O maior surto já registrado de ciclosporíase nos EUA recolocou uma pergunta na mesa do consumidor: como confiar na salada que estamos comendo?

A ciclosporíase é uma infecção intestinal causada pelo parasita Cyclospora cayetanensis. Transmitida pela ingestão de água ou alimentos contaminados por fezes humanas, a doença provoca diarreia, cólicas, náuseas e fadiga. Os sintomas quando não tratados podem inclusive levar à morte.

De acordo com o levantamento oficial mais recente do Centro de Controle e Prevenção de Doenças dos EUA são 4.173 casos confirmados em laboratório desde maio. A preocupação também pode afetar o Brasil.

Os dados oficiais mostram que surtos de doenças transmitidas por água e alimentos continuam recorrentes no país. O problema não se limita aos Estados Unidos e evidencia fragilidades conhecidas da nossa cadeia de abastecimento, desde o saneamento e a qualidade da água até a manipulação, a fiscalização e o consumo.

A resposta mais imediata costuma ser responsabilizar quem produz. Essa lógica vem sendo adotada há anos, enquanto o nível de exigência imposto ao produtor continua aumentando. O problema é que esse diagnóstico, assim como as soluções adotadas até agora, claramente não tem produzido os resultados esperados.

Há, pelo menos, quatro pontos que a cadeia de alimentos precisa enfrentar com mais honestidade. O alimento pode sair em perfeitas condições da propriedade rural e ser contaminado posteriormente. Em cadeias longas e complexas, responsabilizar apenas o produtor é uma solução conveniente, mas insuficiente.

A contaminação, ou mesmo a fraude, pode ocorrer em diferentes etapas do processo, e a responsabilidade também deveria ser compartilhada entre todos os elos da cadeia. No Brasil, isso se torna evidente em casos recorrentes de azeites fraudados e cafés impróprios, nos quais os problemas não se restringem à origem, mas envolvem falhas na mistura, no controle, na rotulagem e na circulação dos produtos até chegarem ao consumidor.
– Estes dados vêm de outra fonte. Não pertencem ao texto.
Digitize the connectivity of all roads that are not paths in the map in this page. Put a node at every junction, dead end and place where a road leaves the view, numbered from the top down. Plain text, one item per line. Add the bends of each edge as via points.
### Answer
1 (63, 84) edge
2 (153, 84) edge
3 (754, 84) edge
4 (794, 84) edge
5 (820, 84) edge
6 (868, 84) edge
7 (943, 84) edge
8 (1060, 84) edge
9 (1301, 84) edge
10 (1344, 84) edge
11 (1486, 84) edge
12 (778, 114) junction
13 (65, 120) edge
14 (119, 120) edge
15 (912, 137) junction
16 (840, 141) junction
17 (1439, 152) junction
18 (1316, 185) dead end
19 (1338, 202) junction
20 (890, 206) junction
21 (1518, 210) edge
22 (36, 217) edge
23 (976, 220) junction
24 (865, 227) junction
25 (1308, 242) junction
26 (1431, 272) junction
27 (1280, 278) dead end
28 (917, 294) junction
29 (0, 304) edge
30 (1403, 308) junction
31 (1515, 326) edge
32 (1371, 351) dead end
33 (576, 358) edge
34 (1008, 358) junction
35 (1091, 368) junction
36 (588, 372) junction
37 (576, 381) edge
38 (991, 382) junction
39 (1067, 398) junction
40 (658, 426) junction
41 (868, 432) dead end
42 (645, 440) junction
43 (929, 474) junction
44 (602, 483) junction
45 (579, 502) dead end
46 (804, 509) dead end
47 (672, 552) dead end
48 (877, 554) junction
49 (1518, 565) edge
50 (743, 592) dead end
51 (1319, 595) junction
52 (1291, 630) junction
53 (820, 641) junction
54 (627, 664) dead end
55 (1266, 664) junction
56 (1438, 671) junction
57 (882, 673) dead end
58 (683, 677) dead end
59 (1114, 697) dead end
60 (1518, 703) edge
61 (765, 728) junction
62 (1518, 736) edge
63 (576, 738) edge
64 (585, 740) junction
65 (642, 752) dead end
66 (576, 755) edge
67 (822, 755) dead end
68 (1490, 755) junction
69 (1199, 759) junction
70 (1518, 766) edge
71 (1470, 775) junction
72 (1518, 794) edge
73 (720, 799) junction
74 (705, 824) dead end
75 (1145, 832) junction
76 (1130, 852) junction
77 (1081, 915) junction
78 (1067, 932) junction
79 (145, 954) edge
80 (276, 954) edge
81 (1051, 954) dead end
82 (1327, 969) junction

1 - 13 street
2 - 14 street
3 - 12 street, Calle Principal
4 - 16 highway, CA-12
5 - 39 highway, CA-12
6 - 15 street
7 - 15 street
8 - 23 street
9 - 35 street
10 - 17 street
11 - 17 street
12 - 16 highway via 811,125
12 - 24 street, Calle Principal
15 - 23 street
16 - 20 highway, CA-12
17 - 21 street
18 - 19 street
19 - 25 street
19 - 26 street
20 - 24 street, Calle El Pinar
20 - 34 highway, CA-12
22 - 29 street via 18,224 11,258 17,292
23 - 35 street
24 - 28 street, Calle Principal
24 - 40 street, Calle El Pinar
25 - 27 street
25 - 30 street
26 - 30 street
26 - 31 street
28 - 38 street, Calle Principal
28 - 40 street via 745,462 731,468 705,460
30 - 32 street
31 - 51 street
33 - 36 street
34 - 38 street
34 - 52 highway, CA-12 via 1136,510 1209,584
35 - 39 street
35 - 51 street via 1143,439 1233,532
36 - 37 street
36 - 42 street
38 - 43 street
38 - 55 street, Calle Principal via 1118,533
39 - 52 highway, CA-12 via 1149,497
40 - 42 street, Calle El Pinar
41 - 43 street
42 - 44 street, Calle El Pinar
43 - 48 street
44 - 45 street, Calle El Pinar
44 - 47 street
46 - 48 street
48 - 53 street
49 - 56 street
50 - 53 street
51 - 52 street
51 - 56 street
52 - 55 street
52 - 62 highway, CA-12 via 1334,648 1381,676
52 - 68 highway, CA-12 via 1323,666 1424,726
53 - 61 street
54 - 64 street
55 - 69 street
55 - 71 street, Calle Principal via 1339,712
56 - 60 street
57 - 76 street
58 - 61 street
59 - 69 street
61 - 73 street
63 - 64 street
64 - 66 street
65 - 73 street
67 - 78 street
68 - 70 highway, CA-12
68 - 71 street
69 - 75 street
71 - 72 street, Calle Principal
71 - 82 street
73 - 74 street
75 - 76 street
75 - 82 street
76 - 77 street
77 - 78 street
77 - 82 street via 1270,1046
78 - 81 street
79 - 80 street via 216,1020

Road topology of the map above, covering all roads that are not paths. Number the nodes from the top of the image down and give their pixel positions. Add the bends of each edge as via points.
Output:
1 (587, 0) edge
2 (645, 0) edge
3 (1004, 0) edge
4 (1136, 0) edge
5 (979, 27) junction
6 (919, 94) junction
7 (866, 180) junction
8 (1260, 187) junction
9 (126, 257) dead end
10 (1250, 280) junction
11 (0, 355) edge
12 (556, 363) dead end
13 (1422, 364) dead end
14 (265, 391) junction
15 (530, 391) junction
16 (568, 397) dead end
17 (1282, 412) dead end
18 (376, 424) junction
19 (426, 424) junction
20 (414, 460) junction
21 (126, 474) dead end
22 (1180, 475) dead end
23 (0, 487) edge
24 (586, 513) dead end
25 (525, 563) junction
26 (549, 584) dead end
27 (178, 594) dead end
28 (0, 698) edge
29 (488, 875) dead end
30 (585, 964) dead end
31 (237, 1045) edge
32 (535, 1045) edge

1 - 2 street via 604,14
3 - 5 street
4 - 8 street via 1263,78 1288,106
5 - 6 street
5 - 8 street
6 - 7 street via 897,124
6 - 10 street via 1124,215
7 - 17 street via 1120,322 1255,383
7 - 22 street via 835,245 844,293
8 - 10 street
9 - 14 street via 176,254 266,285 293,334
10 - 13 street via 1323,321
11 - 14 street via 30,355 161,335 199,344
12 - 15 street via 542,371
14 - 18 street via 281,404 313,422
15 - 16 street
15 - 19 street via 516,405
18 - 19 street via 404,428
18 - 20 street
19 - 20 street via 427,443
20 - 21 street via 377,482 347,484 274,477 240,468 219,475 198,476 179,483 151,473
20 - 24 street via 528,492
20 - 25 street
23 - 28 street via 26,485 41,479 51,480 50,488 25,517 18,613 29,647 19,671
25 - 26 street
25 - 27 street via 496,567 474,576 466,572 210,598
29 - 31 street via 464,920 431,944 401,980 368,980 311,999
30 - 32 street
Ao mesmo tempo em que se exige mais do produtor, continua-se pagando muito pouco por aquilo que ele produz. Nos EUA, o Departamento de Agricultura (Usda) estimou que, em 2024, o produtor recebeu apenas 11,8 centavos de dólar gasto pelo consumidor com alimentos.

No Brasil, embora não exista um indicador nacional equivalente, a realidade é semelhante. Não se trata de defender menos controle, mas um controle mais eficiente, baseado em monitoramento contínuo. No fim, os dois extremos da cadeia continuam sendo os mais prejudicados.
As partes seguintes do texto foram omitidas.